EXERCISE MATERIAL below:

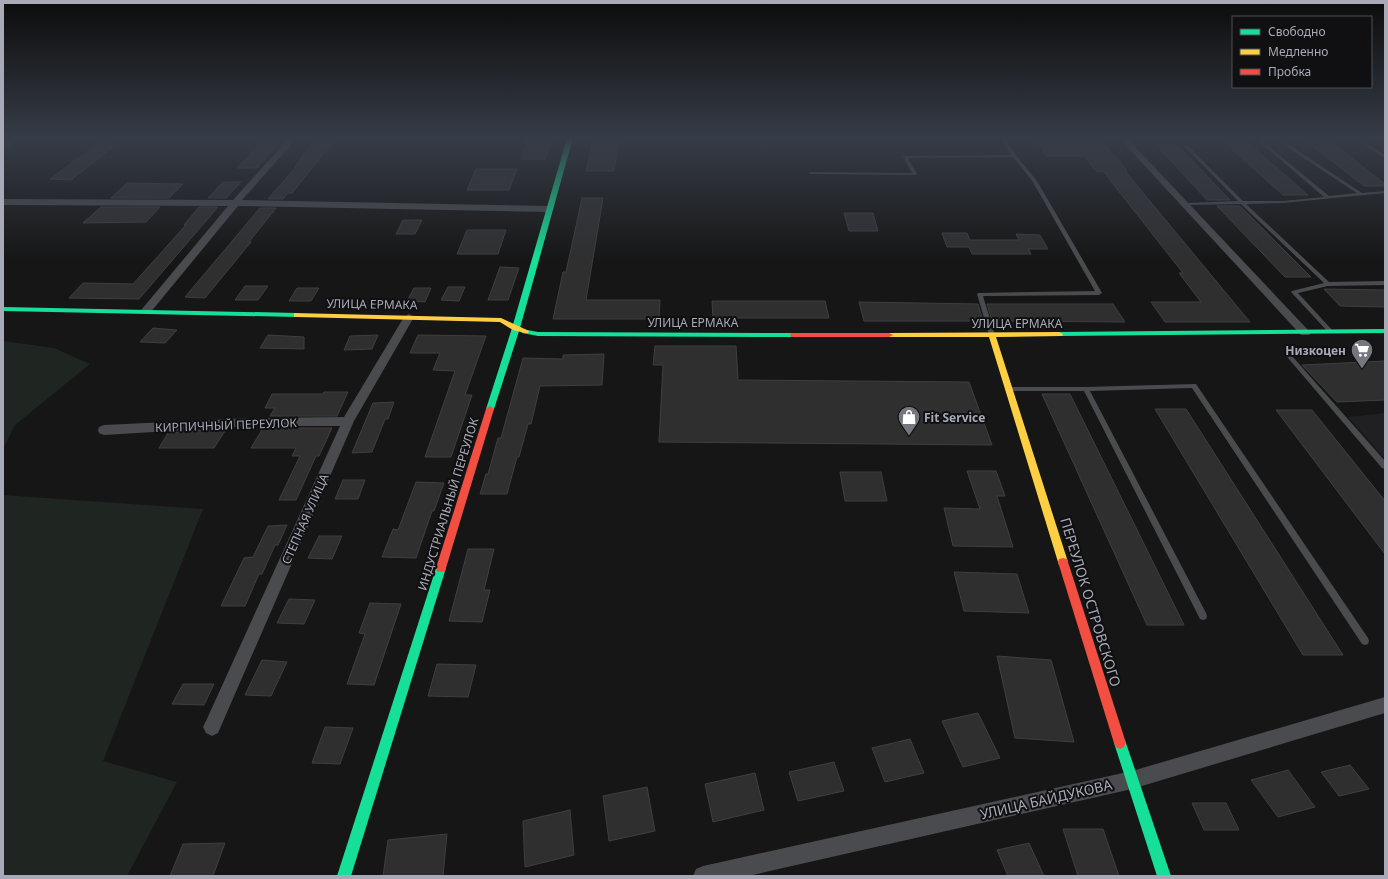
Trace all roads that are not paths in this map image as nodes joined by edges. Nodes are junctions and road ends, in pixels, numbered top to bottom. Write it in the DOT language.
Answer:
graph roads {
  1 [pos="256,179"];
  2 [pos="558,179"];
  3 [pos="1033,179"];
  4 [pos="1163,179"];
  5 [pos="1219,179"];
  6 [pos="1306,179"];
  7 [pos="1338,179"];
  8 [pos="1385,192"];
  9 [pos="1361,194"];
  10 [pos="1327,197"];
  11 [pos="3,202"];
  12 [pos="235,203"];
  13 [pos="1187,204"];
  14 [pos="1243,204"];
  15 [pos="549,209"];
  16 [pos="1385,283"];
  17 [pos="1328,284"];
  18 [pos="3,309"];
  19 [pos="146,311"];
  20 [pos="409,317"];
  21 [pos="516,328"];
  22 [pos="1385,331"];
  23 [pos="1331,332"];
  24 [pos="1305,333"];
  25 [pos="992,335"];
  26 [pos="1290,357"];
  27 [pos="1010,389"];
  28 [pos="1086,389"];
  29 [pos="348,421"];
  30 [pos="104,430"];
  31 [pos="1385,466"];
  32 [pos="1202,616"];
  33 [pos="1365,641"];
  34 [pos="1385,705"];
  35 [pos="212,727"];
  36 [pos="1132,780"];
  37 [pos="344,876"];
  38 [pos="703,876"];
  39 [pos="1164,876"];
  1 -- 12 [label="street"];
  2 -- 15 [label="street, ИНДУСТРИАЛЬНЫЙ ПЕРЕУЛОК"];
  3 -- 25 [label="lane"];
  4 -- 13 [label="street"];
  5 -- 14 [label="lane"];
  6 -- 10 [label="lane"];
  7 -- 9 [label="lane"];
  8 -- 9 [label="lane"];
  9 -- 10 [label="lane"];
  10 -- 14 [label="lane"];
  11 -- 12 [label="street"];
  12 -- 15 [label="street"];
  12 -- 19 [label="street"];
  13 -- 14 [label="lane"];
  13 -- 24 [label="street"];
  14 -- 17 [label="lane"];
  15 -- 21 [label="street, ИНДУСТРИАЛЬНЫЙ ПЕРЕУЛОК"];
  16 -- 17 [label="lane"];
  17 -- 23 [label="lane"];
  18 -- 19 [label="street, УЛИЦА ЕРМАКА"];
  19 -- 20 [label="street, УЛИЦА ЕРМАКА"];
  20 -- 21 [label="street, УЛИЦА ЕРМАКА"];
  20 -- 29 [label="street, СТЕПНАЯ УЛИЦА"];
  21 -- 25 [label="street, УЛИЦА ЕРМАКА"];
  21 -- 37 [label="street, ИНДУСТРИАЛЬНЫЙ ПЕРЕУЛОК"];
  22 -- 23 [label="street, УЛИЦА ЕРМАКА"];
  23 -- 24 [label="street, УЛИЦА ЕРМАКА"];
  24 -- 25 [label="street, УЛИЦА ЕРМАКА"];
  25 -- 27 [label="street, ПЕРЕУЛОК ОСТРОВСКОГО"];
  26 -- 31 [label="lane"];
  27 -- 28 [label="lane"];
  27 -- 36 [label="street, ПЕРЕУЛОК ОСТРОВСКОГО"];
  28 -- 32 [label="lane"];
  28 -- 33 [label="lane"];
  29 -- 30 [label="street, КИРПИЧНЫЙ ПЕРЕУЛОК"];
  29 -- 35 [label="street, СТЕПНАЯ УЛИЦА"];
  34 -- 36 [label="street, УЛИЦА БАЙДУКОВА"];
  36 -- 38 [label="street, УЛИЦА БАЙДУКОВА"];
  36 -- 39 [label="street, ПЕРЕУЛОК ОСТРОВСКОГО"];
}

End of EXERCISE MATERIAL.

#### PROBLEM TO SOLVE
Could you output the full set of entries exactly, skipping every picture?

#### SOLUTION BELOW
Trace all roads that are not paths in this map image as nodes joined by edges. Nodes are junctions and road ends, in pixels, numbered top to bottom. Write it in the DOT language.
Answer:
graph roads {
  1 [pos="256,179"];
  2 [pos="558,179"];
  3 [pos="1033,179"];
  4 [pos="1163,179"];
  5 [pos="1219,179"];
  6 [pos="1306,179"];
  7 [pos="1338,179"];
  8 [pos="1385,192"];
  9 [pos="1361,194"];
  10 [pos="1327,197"];
  11 [pos="3,202"];
  12 [pos="235,203"];
  13 [pos="1187,204"];
  14 [pos="1243,204"];
  15 [pos="549,209"];
  16 [pos="1385,283"];
  17 [pos="1328,284"];
  18 [pos="3,309"];
  19 [pos="146,311"];
  20 [pos="409,317"];
  21 [pos="516,328"];
  22 [pos="1385,331"];
  23 [pos="1331,332"];
  24 [pos="1305,333"];
  25 [pos="992,335"];
  26 [pos="1290,357"];
  27 [pos="1010,389"];
  28 [pos="1086,389"];
  29 [pos="348,421"];
  30 [pos="104,430"];
  31 [pos="1385,466"];
  32 [pos="1202,616"];
  33 [pos="1365,641"];
  34 [pos="1385,705"];
  35 [pos="212,727"];
  36 [pos="1132,780"];
  37 [pos="344,876"];
  38 [pos="703,876"];
  39 [pos="1164,876"];
  1 -- 12 [label="street"];
  2 -- 15 [label="street, ИНДУСТРИАЛЬНЫЙ ПЕРЕУЛОК"];
  3 -- 25 [label="lane"];
  4 -- 13 [label="street"];
  5 -- 14 [label="lane"];
  6 -- 10 [label="lane"];
  7 -- 9 [label="lane"];
  8 -- 9 [label="lane"];
  9 -- 10 [label="lane"];
  10 -- 14 [label="lane"];
  11 -- 12 [label="street"];
  12 -- 15 [label="street"];
  12 -- 19 [label="street"];
  13 -- 14 [label="lane"];
  13 -- 24 [label="street"];
  14 -- 17 [label="lane"];
  15 -- 21 [label="street, ИНДУСТРИАЛЬНЫЙ ПЕРЕУЛОК"];
  16 -- 17 [label="lane"];
  17 -- 23 [label="lane"];
  18 -- 19 [label="street, УЛИЦА ЕРМАКА"];
  19 -- 20 [label="street, УЛИЦА ЕРМАКА"];
  20 -- 21 [label="street, УЛИЦА ЕРМАКА"];
  20 -- 29 [label="street, СТЕПНАЯ УЛИЦА"];
  21 -- 25 [label="street, УЛИЦА ЕРМАКА"];
  21 -- 37 [label="street, ИНДУСТРИАЛЬНЫЙ ПЕРЕУЛОК"];
  22 -- 23 [label="street, УЛИЦА ЕРМАКА"];
  23 -- 24 [label="street, УЛИЦА ЕРМАКА"];
  24 -- 25 [label="street, УЛИЦА ЕРМАКА"];
  25 -- 27 [label="street, ПЕРЕУЛОК ОСТРОВСКОГО"];
  26 -- 31 [label="lane"];
  27 -- 28 [label="lane"];
  27 -- 36 [label="street, ПЕРЕУЛОК ОСТРОВСКОГО"];
  28 -- 32 [label="lane"];
  28 -- 33 [label="lane"];
  29 -- 30 [label="street, КИРПИЧНЫЙ ПЕРЕУЛОК"];
  29 -- 35 [label="street, СТЕПНАЯ УЛИЦА"];
  34 -- 36 [label="street, УЛИЦА БАЙДУКОВА"];
  36 -- 38 [label="street, УЛИЦА БАЙДУКОВА"];
  36 -- 39 [label="street, ПЕРЕУЛОК ОСТРОВСКОГО"];
}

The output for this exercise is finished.